» Goal of the exercise:
Every line of the entries below that includes "Norris" belongs in the answer, copied as written.

» Input records:
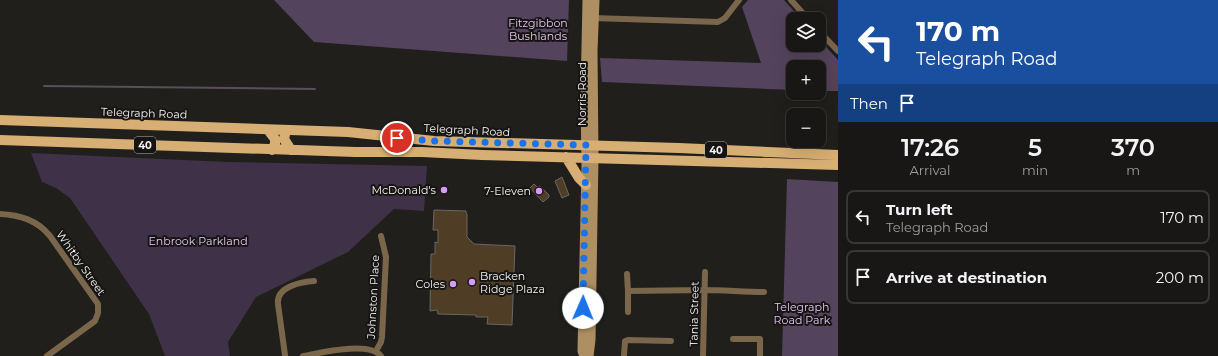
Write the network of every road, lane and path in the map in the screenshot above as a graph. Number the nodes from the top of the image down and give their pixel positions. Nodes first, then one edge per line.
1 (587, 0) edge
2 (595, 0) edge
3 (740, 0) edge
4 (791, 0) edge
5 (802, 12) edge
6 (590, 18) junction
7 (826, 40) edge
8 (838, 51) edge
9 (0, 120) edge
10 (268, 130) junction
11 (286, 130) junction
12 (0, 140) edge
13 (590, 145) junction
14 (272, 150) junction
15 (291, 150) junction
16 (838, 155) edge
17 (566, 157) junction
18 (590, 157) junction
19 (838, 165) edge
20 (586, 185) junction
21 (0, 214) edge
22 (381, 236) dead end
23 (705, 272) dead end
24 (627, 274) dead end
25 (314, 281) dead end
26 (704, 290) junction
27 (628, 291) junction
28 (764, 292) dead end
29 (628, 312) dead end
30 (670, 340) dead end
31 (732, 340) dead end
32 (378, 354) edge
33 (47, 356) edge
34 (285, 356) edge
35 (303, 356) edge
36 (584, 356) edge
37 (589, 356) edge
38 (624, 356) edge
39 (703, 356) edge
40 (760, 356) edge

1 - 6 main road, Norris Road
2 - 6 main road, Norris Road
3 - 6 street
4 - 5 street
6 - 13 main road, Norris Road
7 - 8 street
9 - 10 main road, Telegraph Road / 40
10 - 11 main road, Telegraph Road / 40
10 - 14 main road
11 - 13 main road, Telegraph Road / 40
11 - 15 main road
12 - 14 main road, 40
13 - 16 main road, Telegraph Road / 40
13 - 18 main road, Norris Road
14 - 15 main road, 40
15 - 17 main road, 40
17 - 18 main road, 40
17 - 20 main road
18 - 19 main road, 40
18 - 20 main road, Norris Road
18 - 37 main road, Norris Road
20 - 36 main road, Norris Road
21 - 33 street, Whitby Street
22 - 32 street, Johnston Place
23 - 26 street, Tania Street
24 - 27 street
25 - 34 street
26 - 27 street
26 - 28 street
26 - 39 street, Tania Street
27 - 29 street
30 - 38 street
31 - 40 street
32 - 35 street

» Output of the task:
1 - 6 main road, Norris Road
2 - 6 main road, Norris Road
6 - 13 main road, Norris Road
13 - 18 main road, Norris Road
18 - 20 main road, Norris Road
18 - 37 main road, Norris Road
20 - 36 main road, Norris Road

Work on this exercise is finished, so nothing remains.